So Jack Hughes, who started the season with a bang, has recorded one point (an assist) over his last five games, five points (1-4) over his last 13, and I am just wondering how David Quinn can be held responsible for this 19-year-old’s lack of production?
Actually, it would be something relatively new for the Rangers’ coach to negate the 2019 first-overall pick’s offensive capabilities on Thursday at the Rock, because he and his team were sure unable to do that in the first two installments of this season’s Battle of the Hudson.
Hughes’ speed was dominant throughout the Devils’ 4-3 victory at the Garden on Jan. 19, in which he recorded a pair of goals and assist. He was held off the board in the next go-round at MSG on Feb. 16 – in New Jersey’s first game in 16 days following a league-mandated COVID shutdown – but nevertheless was a key to his team’s 5-2 triumph in which the Devils’ transition game caught the Rangers flatfooted.

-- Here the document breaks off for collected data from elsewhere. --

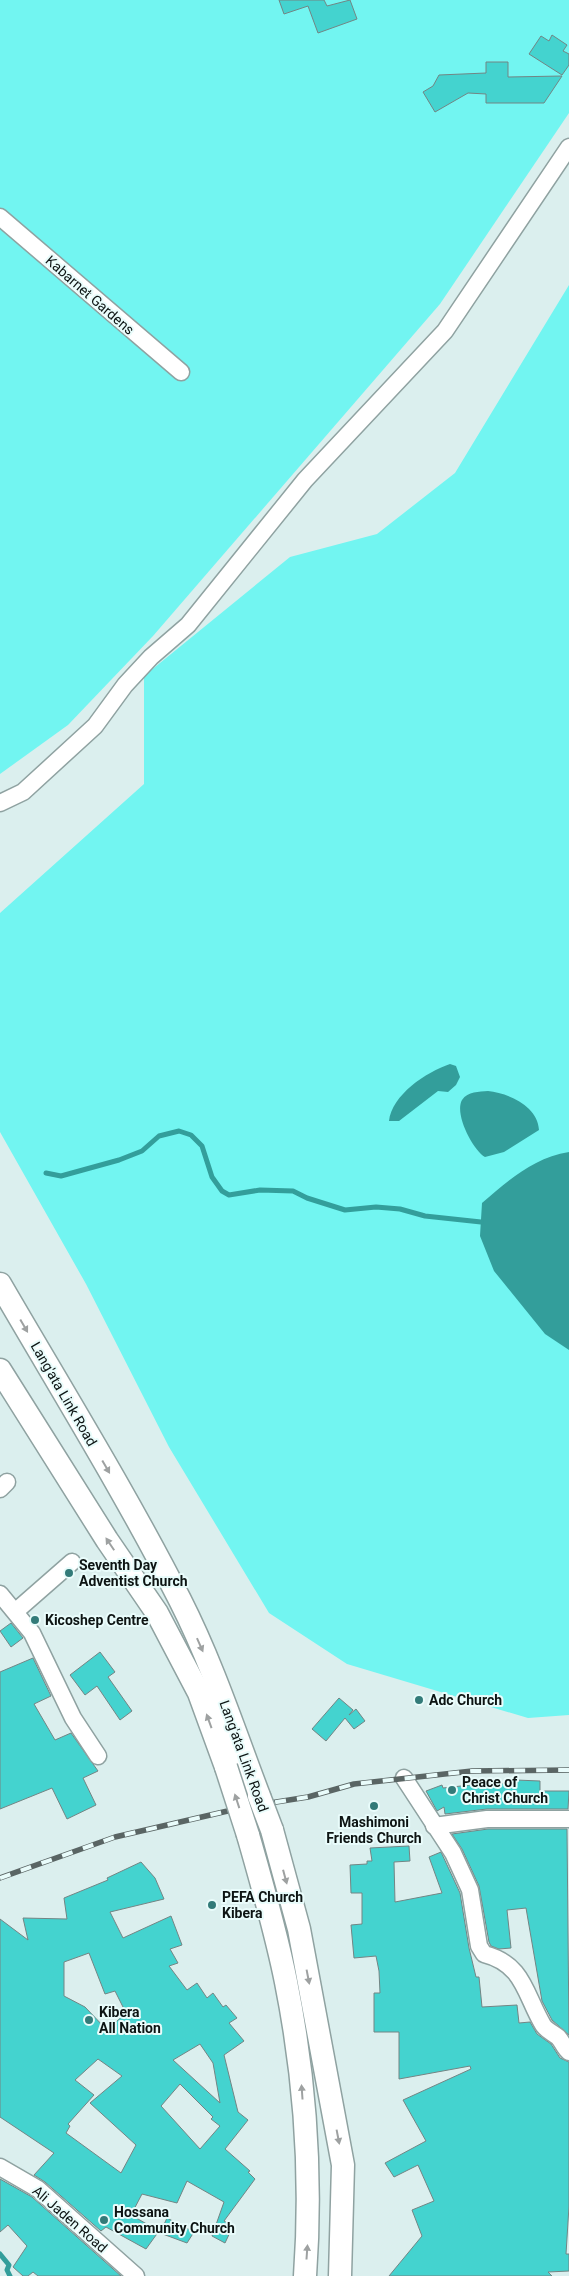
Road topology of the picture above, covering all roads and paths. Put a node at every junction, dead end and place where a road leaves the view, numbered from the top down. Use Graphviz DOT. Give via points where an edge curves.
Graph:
graph roads {
  1 [pos="569,147"];
  2 [pos="0,217"];
  3 [pos="181,372"];
  4 [pos="0,803"];
  5 [pos="0,1285"];
  6 [pos="0,1370"];
  7 [pos="72,1562"];
  8 [pos="0,1594"];
  9 [pos="16,1611"];
  10 [pos="98,1756"];
  11 [pos="404,1778"];
  12 [pos="569,1818"];
  13 [pos="434,1826"];
  14 [pos="569,2052"];
  15 [pos="0,2167"];
  16 [pos="136,2276"];
  17 [pos="306,2276"];
  18 [pos="340,2276"];
  1 -- 4 [label="street" via="445,331 306,480 188,625 125,685 95,726 23,792"];
  2 -- 3 [label="street, Kabarnet Gardens"];
  5 -- 18 [label="main road, Lang'ata Link Road, one-way, bridge" via="180,1600 214,1675 272,1830 299,1930 343,2165"];
  17 -- 6 [label="main road, Lang'ata Link Road, one-way, bridge" via="309,2228 300,2072 287,1983 248,1835 226,1767 199,1693 157,1613"];
  7 -- 9 [label="street"];
  8 -- 9 [label="street"];
  9 -- 10 [label="street" via="32,1633 74,1718"];
  11 -- 13 [label="street"];
  12 -- 13 [label="street" via="487,1819"];
  13 -- 14 [label="street" via="453,1853 470,1890 479,1946 484,1954 498,1957 510,1965 544,2027 559,2038"];
  15 -- 16 [label="street, Ali Jaden Road" via="38,2189"];
}
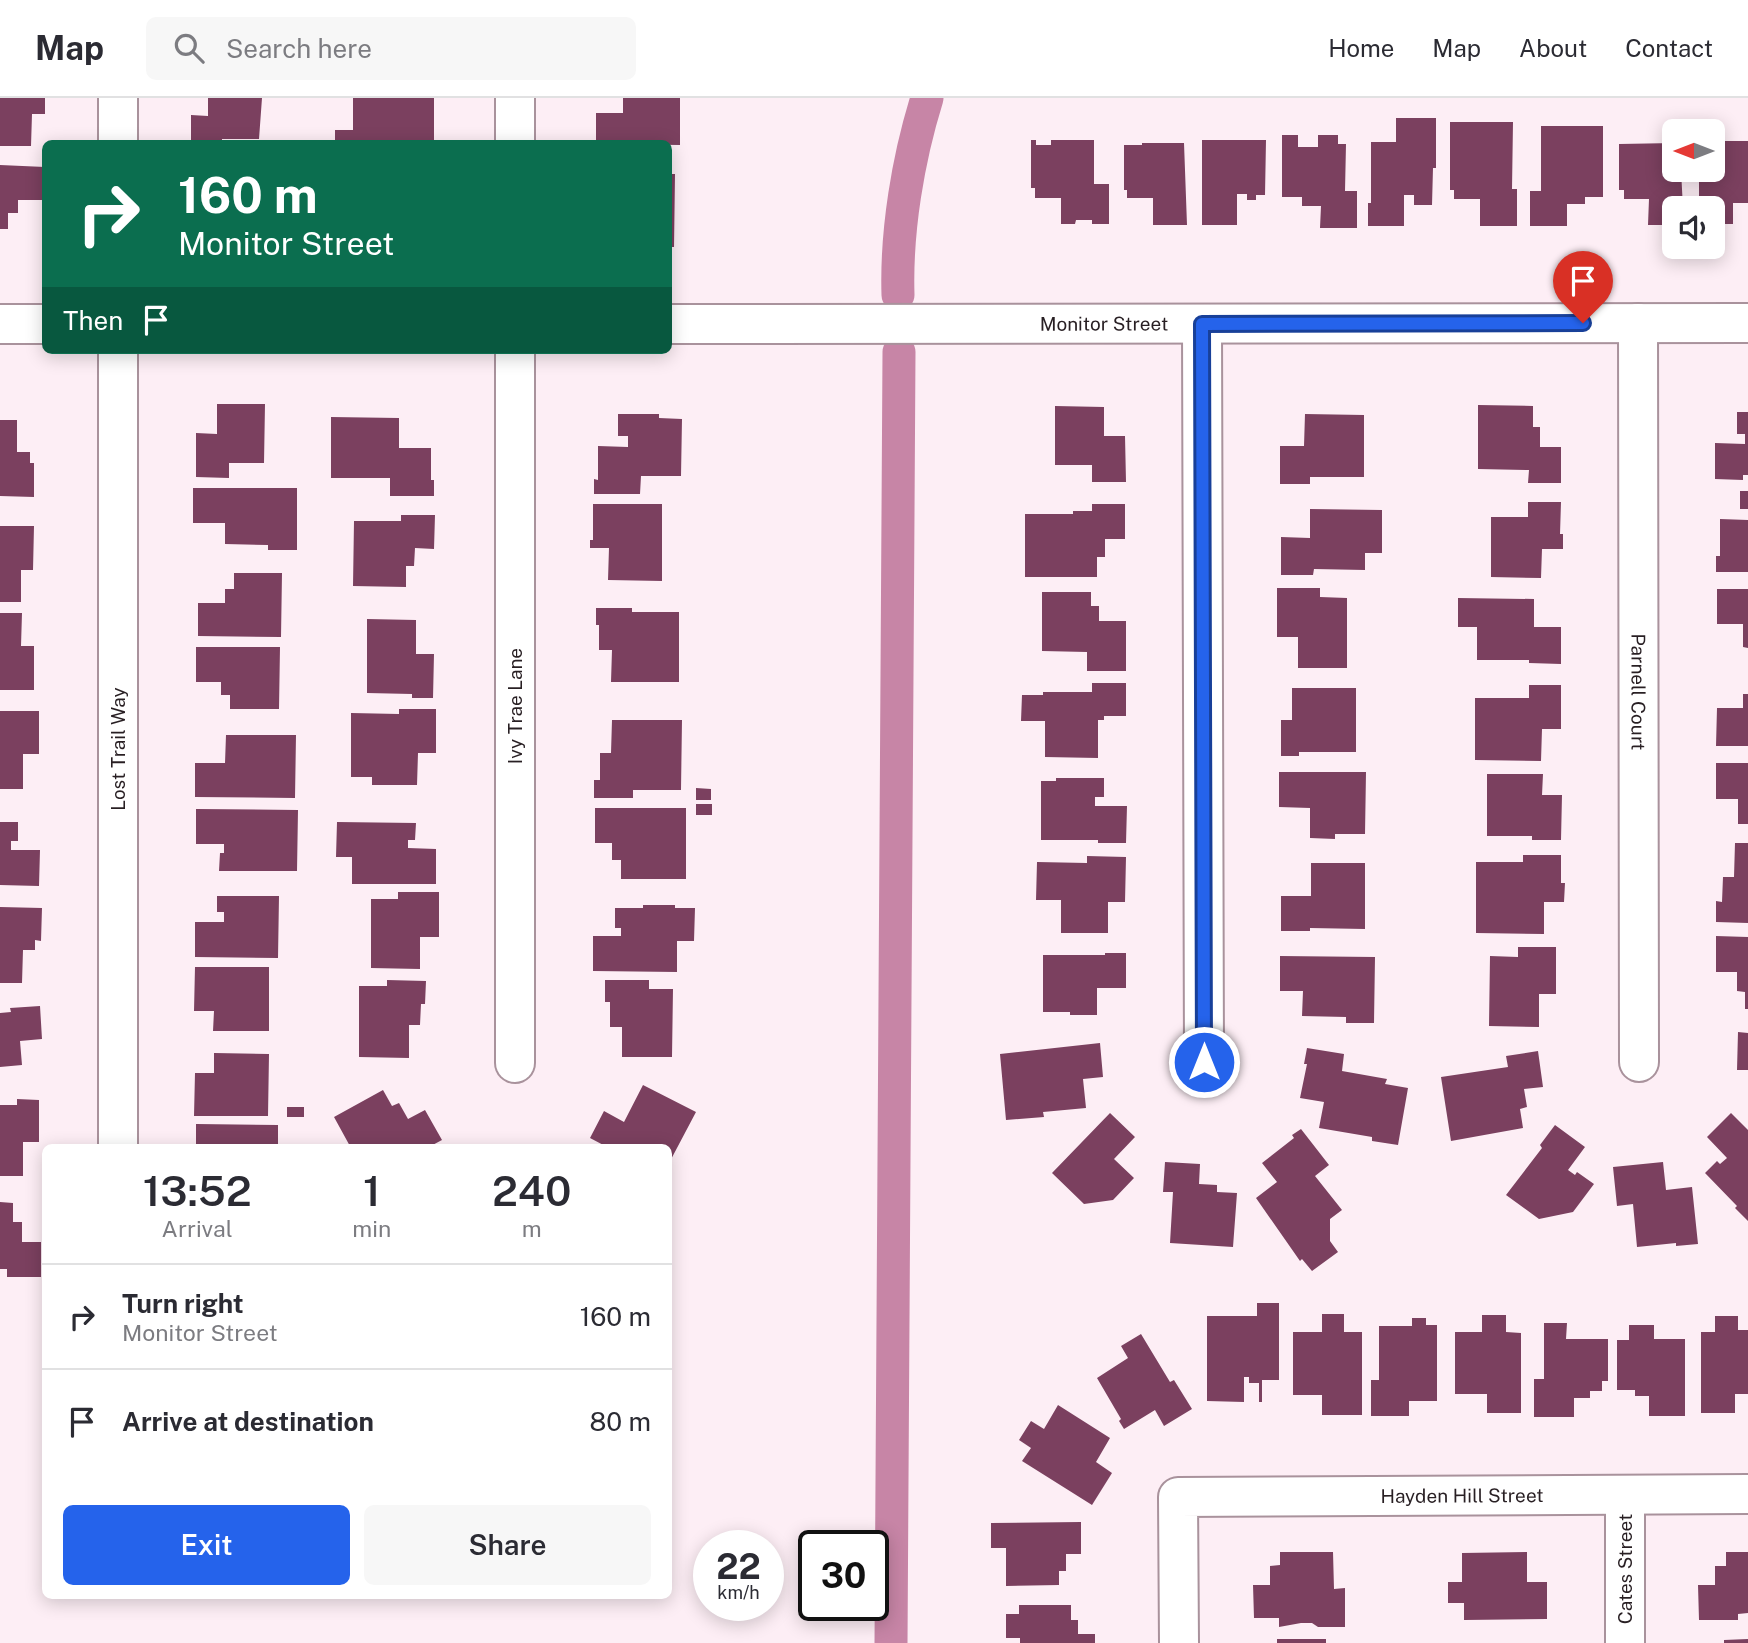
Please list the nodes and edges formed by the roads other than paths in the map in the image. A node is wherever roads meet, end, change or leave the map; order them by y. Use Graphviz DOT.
graph roads {
  1 [pos="118,98"];
  2 [pos="515,98"];
  3 [pos="118,140"];
  4 [pos="515,140"];
  5 [pos="1638,323"];
  6 [pos="1748,323"];
  7 [pos="0,324"];
  8 [pos="42,324"];
  9 [pos="672,324"];
  10 [pos="1202,324"];
  11 [pos="118,354"];
  12 [pos="515,354"];
  13 [pos="1204,1062"];
  14 [pos="1639,1062"];
  15 [pos="516,1063"];
  16 [pos="118,1144"];
  17 [pos="1748,1494"];
  18 [pos="1625,1495"];
  19 [pos="1179,1643"];
  20 [pos="1625,1643"];
  1 -- 3 [label="street"];
  2 -- 4 [label="street"];
  5 -- 6 [label="street, Monitor Street"];
  5 -- 10 [label="street, Monitor Street"];
  5 -- 14 [label="street, Parnell Court"];
  7 -- 8 [label="street"];
  9 -- 10 [label="street, Monitor Street"];
  10 -- 13 [label="street"];
  11 -- 16 [label="street, Lost Trail Way"];
  12 -- 15 [label="street, Ivy Trae Lane"];
  17 -- 18 [label="street, Hayden Hill Street"];
  18 -- 19 [label="street, Hayden Hill Street"];
  18 -- 20 [label="street, Cates Street"];
}
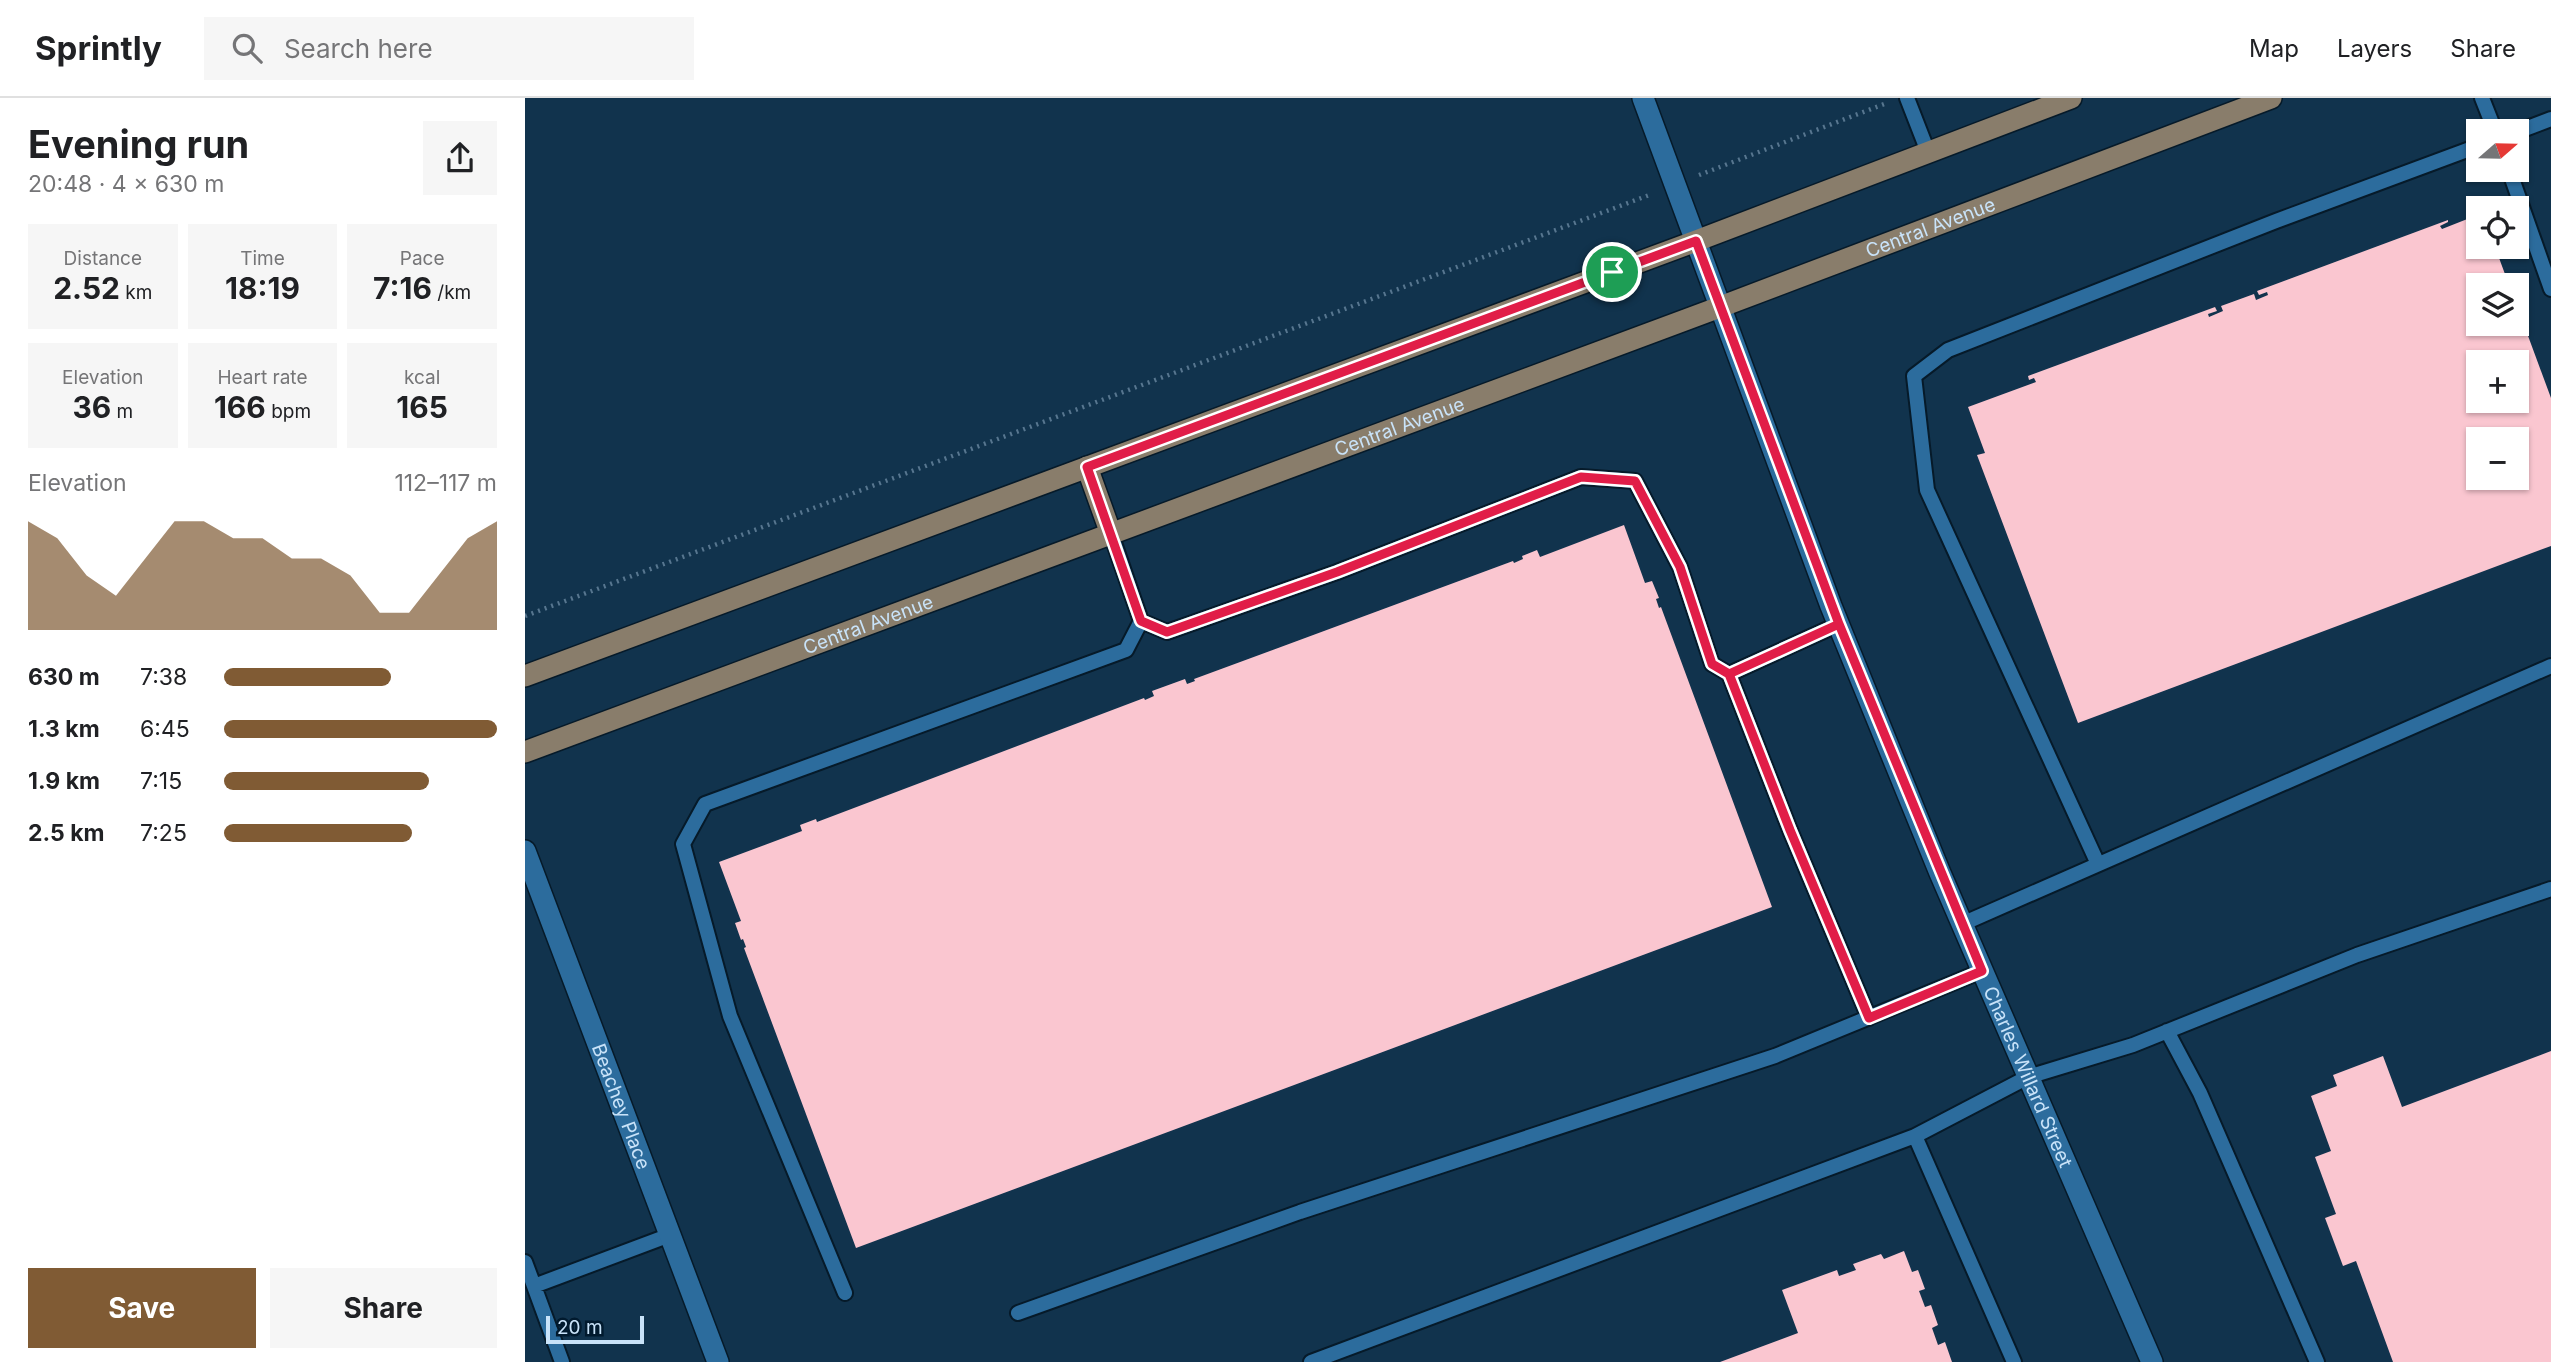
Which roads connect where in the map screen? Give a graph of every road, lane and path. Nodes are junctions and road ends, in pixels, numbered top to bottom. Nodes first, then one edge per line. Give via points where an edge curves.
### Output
1 (1643, 98) edge
2 (1907, 98) edge
3 (2071, 98) edge
4 (2271, 98) edge
5 (2483, 98) edge
6 (1881, 106) dead end
7 (2491, 119) edge
8 (2551, 119) edge
9 (2529, 127) edge
10 (2466, 150) edge
11 (1929, 152) junction
12 (1710, 171) dead end
13 (2513, 182) edge
14 (1646, 197) dead end
15 (1696, 241) junction
16 (2551, 289) edge
17 (1720, 307) junction
18 (1087, 467) junction
19 (1111, 534) junction
20 (525, 616) edge
21 (1141, 621) junction
22 (1839, 624) junction
23 (2551, 666) edge
24 (1729, 674) junction
25 (525, 676) edge
26 (525, 752) edge
27 (525, 851) edge
28 (2098, 864) junction
29 (2551, 889) edge
30 (1962, 924) junction
31 (1982, 971) junction
32 (1869, 1018) junction
33 (2167, 1031) junction
34 (2028, 1077) junction
35 (1915, 1136) junction
36 (670, 1235) junction
37 (525, 1262) edge
38 (534, 1286) junction
39 (845, 1293) dead end
40 (1018, 1313) dead end
41 (562, 1362) edge
42 (718, 1362) edge
43 (1311, 1362) edge
44 (2014, 1362) edge
45 (2152, 1362) edge
46 (2317, 1362) edge

1 - 15 street, Charles Willard Street
2 - 11 lane
3 - 11 main road
4 - 17 main road, Central Avenue
5 - 7 lane
6 - 12 path
8 - 9 lane
10 - 28 lane via 1948,350 1914,376 1927,490
11 - 15 main road
13 - 16 lane
14 - 20 path
15 - 17 street, Charles Willard Street
15 - 18 main road
17 - 19 main road, Central Avenue
17 - 22 street, Charles Willard Street
18 - 19 main road
18 - 25 main road
19 - 21 lane
19 - 26 main road, Central Avenue
21 - 24 lane via 1167,632 1581,477 1635,481 1680,567 1712,664
21 - 39 lane via 1126,650 705,804 683,844 730,1016
22 - 24 lane
22 - 30 street, Charles Willard Street
23 - 28 lane
24 - 32 lane
27 - 36 street, Beachey Place
28 - 30 lane
29 - 33 lane via 2357,955
30 - 31 street, Charles Willard Street
31 - 32 lane
31 - 34 street, Charles Willard Street
32 - 40 lane via 1775,1056 1300,1212
33 - 34 lane
33 - 46 lane via 2200,1093
34 - 35 lane
34 - 45 street, Charles Willard Street
35 - 43 lane
35 - 44 lane
36 - 38 lane
36 - 42 street, Beachey Place
37 - 38 lane
38 - 41 lane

“We’ve just got to be more consistent with our effort, we’ve just got to match their speed, and we’ve got to play a more honest game against them,” said Quinn, whose team had lost three straight to the Devils dating back to last season’s March 7 match at the Garden, two days after Mika Zibanejad’s five-goal night against the Caps. “They’re defending well, they’ve got a quick team, they’re fast and we’ve got to finish checks.
“That doesn’t mean you run out of your way to maul people, but you’ve got to win your battles and you’ve got to make sure you play through people on this team to slow them down, and we just haven’t done that consistently enough in the games we’ve played.”
The Devils are all about up-tempo hockey and turning from defense to offense, like Team North America at the 2016 World Cup. Lindy Ruff, who’d been the Rangers’ assistant coach in charge of defense the last three years, is back in his element as the head man behind the New Jersey bench this season.
Funny thing, though, for all the emphasis on what has been advertised as a unique system, the Devils entered this match 24th in the NHL with 2.56 goals-per-game (not counting shootouts), had been limited to five goals in their three-game regulation losing streak, and had recorded 15 goals through a 1-6 stretch.
The Rangers, too, were supposed to be able to score some goals. But with Artemi Panarin missing six of the first 20 games – two with an unidentified upper body issue and the rest while taking a leave that stretched into a seventh-overall absence on Thursday – and Zibanejad apparently having swallowed a near-fatal dose of Kryptonite, the Blueshirts don’t score all that much, either.
Fact is, the Blueshirts ranked just behind the Devils in goals-per, nestling in at 25th in the league at 2.55 per, and indeed are come off their puniest back-to-back offensive performances of the season.
The Rangers sent just 19 shots on Carter Hutton in Tuesday’s 3-2 victory over the Sabres at the Garden, in which the team had three shots over the final 30:28 and was overwhelmed 57-32 in five-on-five attempts for a season low 36.78 pct share of Corsi. This was two days after the Blueshirts had 21 shots against Tuukka Rask in Sunday’s 3-1 defeat to the Bruins.
Defense has been the Rangers’ friend this year, even if that wasn’t so against the Devils. And it is true, as Quinn pointed out in his pre-game press briefing, that his team had 50 shots on net in that first meeting, but it is just as true that New Jersey has dictated the pace.
And again, as suggested in this space a week ago, though the Rangers are kind of built to be a go-go team, they’ve been much better off playing methodical hockey that can be kind of difficult on the eyes.
The Devils want to be a crowd-pleasing team — and this one represents the second game for which around 1,800 fans are permitted to attend in New Jersey — but the club’s recent play has barely been sufficient enough to merit even the fake, white noise to which everyone has become accustomed over the last year.
The home team is built to go and hasn’t for weeks. The visiting team was built to go, too, but is going to be more focused on stopping the opposition that included Hughes, who had a total of 12 points (4-8) in 18 games. Alexis Lafreniere, meanwhile, has five points (3-2) in 20 contests.
Playing as a teenager in the NHL seems difficult.